I left that environment and went on to get a degree in anthropology. I was always a little different and much more tolerant than my peers, growing up in the hills....but I still had a lot of ingrained prejudices which I carried with me to college.

Having chosen to study social science, anthropology no less, I submerged myself in the study of human culture, religion, behavior, sexuality, ritual, etc. That path shifted my consciousness and global perspective in magnificent ways. I often look back on my youth and experience moments of compunction over the way I spoke and even treated people….but I suppose we all have those moments…with perhaps the exception of Dick Cheney and Karl Rove.

Ok, that’s my background, just so you know who is preaching here.

After 20 full years of studying human behavior, human culture, and evolutionary disciplines, I have come to the conclusion that “race” as we define it….is actually a myth. I could take you down the physiological path of my theory (genotypes to phenotypes), but I don’t think anyone really wants to hear that….suffice to say I would make the argument that speciation is actually a myth as well. Here I will stick to the cerebral interpretation of my theory.

I think more often than not, in the current psyche of the average American, we confuse the semantics of “race” with “culture”.

A good example of this was sometime last year, when the chief of police in Chalmette said they were going to stop everyone with “Chee Wee hairstyles, white T shirts, and baggy pants.” The racism charges immediately followed….even on a national level. I’m not saying the man is or is not a racist, I don’t know….but if you actually look at what he said, he was identifying culture, not race. It was true, and still is, that a disproportionate number of people committing crimes in our city, fit that profile….and that profile did not denote race, it denoted style...which is a product of culture that transcends race.
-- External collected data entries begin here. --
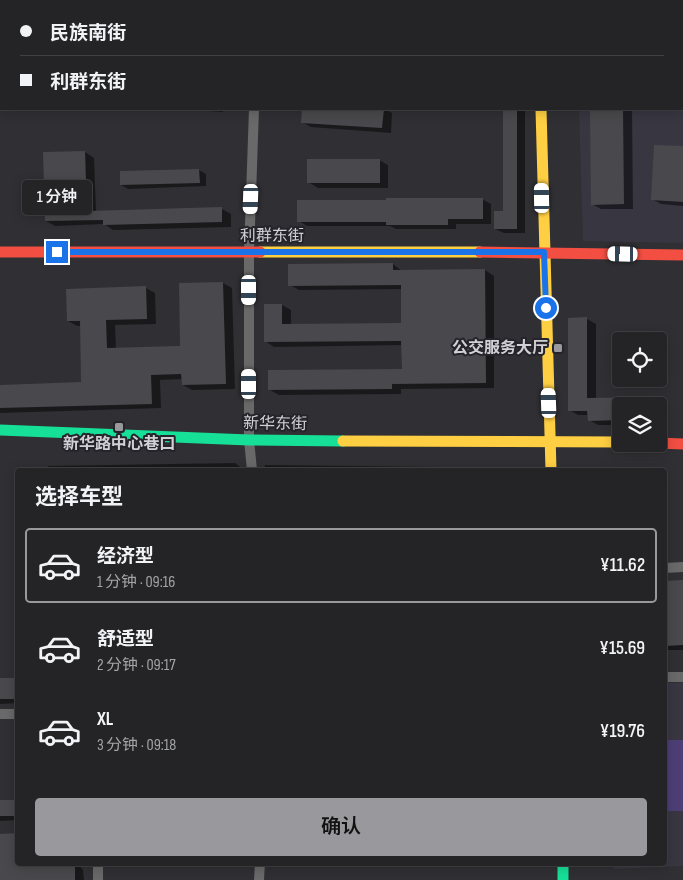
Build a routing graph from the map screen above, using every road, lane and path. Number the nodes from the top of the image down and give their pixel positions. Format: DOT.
graph roads {
  1 [pos="254,110"];
  2 [pos="541,110"];
  3 [pos="0,252"];
  4 [pos="544,252"];
  5 [pos="249,253"];
  6 [pos="683,255"];
  7 [pos="0,430"];
  8 [pos="250,440"];
  9 [pos="550,441"];
  10 [pos="612,442"];
  11 [pos="667,443"];
  12 [pos="683,444"];
  13 [pos="252,468"];
  14 [pos="550,468"];
  15 [pos="683,567"];
  16 [pos="667,568"];
  17 [pos="667,677"];
  18 [pos="683,677"];
  19 [pos="0,714"];
  20 [pos="15,714"];
  21 [pos="98,866"];
  22 [pos="260,866"];
  23 [pos="563,866"];
  24 [pos="98,880"];
  25 [pos="259,880"];
  26 [pos="564,880"];
  1 -- 5 [label="street"];
  2 -- 4 [label="street"];
  3 -- 5 [label="street, 利群东街"];
  4 -- 5 [label="street, 利群东街"];
  4 -- 6 [label="street, 利群东街"];
  4 -- 9 [label="street"];
  5 -- 8 [label="street"];
  7 -- 8 [label="street, 新华东街"];
  8 -- 9 [label="street, 新华东街"];
  8 -- 13 [label="street"];
  9 -- 10 [label="street, 新华东街"];
  9 -- 14 [label="street"];
  11 -- 12 [label="street"];
  15 -- 16 [label="street"];
  17 -- 18 [label="street"];
  19 -- 20 [label="street"];
  21 -- 24 [label="street"];
  22 -- 25 [label="street"];
  23 -- 26 [label="street"];
}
I think it was a very stupid thing for him to say politically, but regardless, what he was denoting was culture, not race. I bring this up because I think it is incredibly important to make a distinction between the two, and more often than not, that distinction isn't qualified.

I also think much of the current turmoil we are witnessing within City Hall is truly a debate of culture…not race. In some cases I think people are purposely using this confusion to their advantage, i.e. Ray Nagin.

Someone once said “Patriotism is the last refuge of a scoundrel.” We witnessed that first hand on a national level for the past 8 years. In our case (New Orleans) I would say, quite often, racism could supplant patriotism in that adage.



If there is a cogent and constructive point to this diatribe I offer it here:

This city is crippled. It is not crippled by Katrina or the threat of hurricanes….we can overcome that. It is not crippled by a lack of economic development….we can overcome that too. It is not crippled by lawmakers in Baton Rouge….we generate more money than them and we can overcome that as well. It’s not even crippled by it’s education system…I believe we can overcome that and in fact have made great strides in recent years to do so.

This city is crippled by its bombastic perception of race. It’s not actually racism….it’s the perception of race and the confusion created by those invoking racial sentiments.




I think every city in this nation deals with issues of “race” in some form or another…it’s just that in New Orleans….it tends to pervade and eventually destroy everything we do.

Why? Why is that?

Is there truly a grand conspiracy by some group of people, based on their skin color, to gain control of this city’s political process by ousting any other group of people whose skin color doesn’t match theirs? Black, White, Asian, etc?

I believe the answer is no….on all accounts. And I mean all accounts…so don’t extract that question and comment that Tracie Washington and crew are in that number…because I don’t believe that is their true motivation.

I do believe, however, that there are cultural cliques within this city that wield enormous power. I believe those cliques use the perception of race to manipulate, polarize, confuse, and inflame people to achieve their political, financial, and egomaniacal goals. I believe there is a CULTURE of corruption within this city which has rotted everything from our education system to our public transit system to our public housing to our technology systems…..essentially everything that has a public budget behind it. I believe that culture of corruption is race neutral, but the people ingrained in this culture want you to believe race is the motivating factor behind every action within our government.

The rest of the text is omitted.